Department officials downplayed the release of the long-awaited guidelines as representing no change in law or policy, but the announcement was immediately attacked by Sen. Howard Metzenbaum (D-Ohio), a longtime foe of Reagan administration antitrust policy.
"These guidelines will encourage restraints which limit free and open competition," Metzenbaum said in a statement. "This apologia for restrictive business practices will cost consumers in higher prices and fewer choices."
Under the new guidelines, the Justice Department said it would set up "safe harbors" of vertical trade practice, with the main one specifying that the department will not challenge any vertical arrangement that involves firms with less than 10 percent of the particular market. "This provision reflects the antitrust division's belief that where firms have less than a 10 percent market share, a vertical practice carries no anticompetitive danger," said J. Paul McGrath, the assistant attorney general for antitrust. "The 10 percent screen should dispose of the vast quantity of vertical cases." The other "safe harbor" protections involve more complicated technical criteria.
The guidelines apply to companies operating at different points in the chain between manufacturer and consumer.

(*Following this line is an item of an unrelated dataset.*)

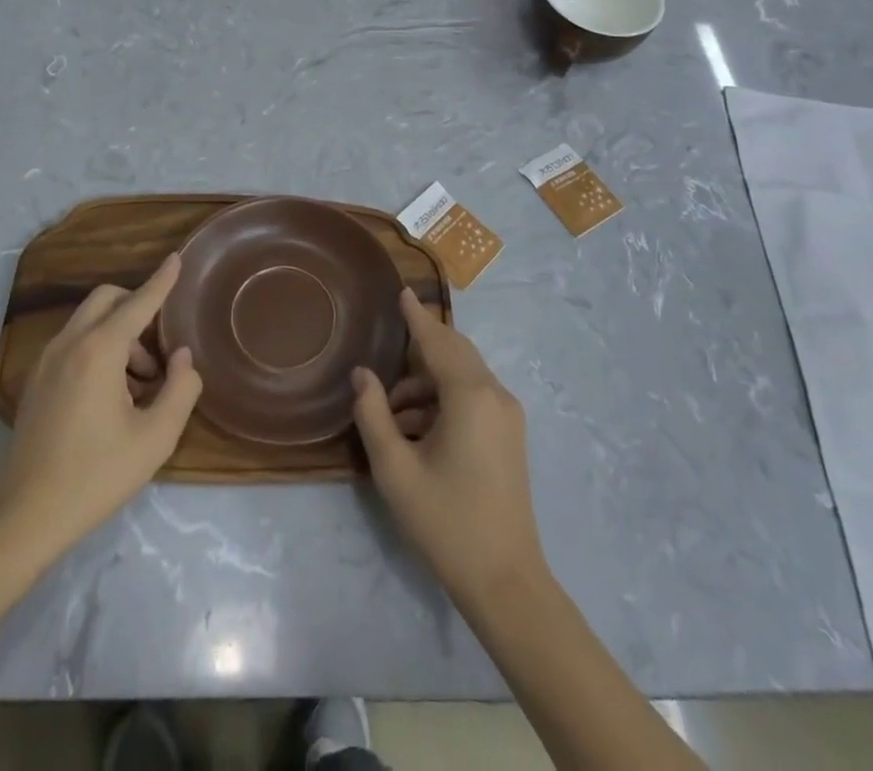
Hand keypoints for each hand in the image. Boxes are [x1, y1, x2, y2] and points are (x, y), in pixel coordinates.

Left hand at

Vertical restraints restrict the conditions under which one or more companies in the chain can sell merchandise or services. For example, a manufacturer could restrict the territory in which one distributor could sell a product, or require a distributor to buy products only from that manufacturer (or vice versa). The guidelines also affect "tying arrangements," under which a seller requires that a buyer purchase one product as a condition of purchasing another item.
The department said vertical restraints can help competition by lowering distribution costs, allowing the entry of new manufacturers into markets.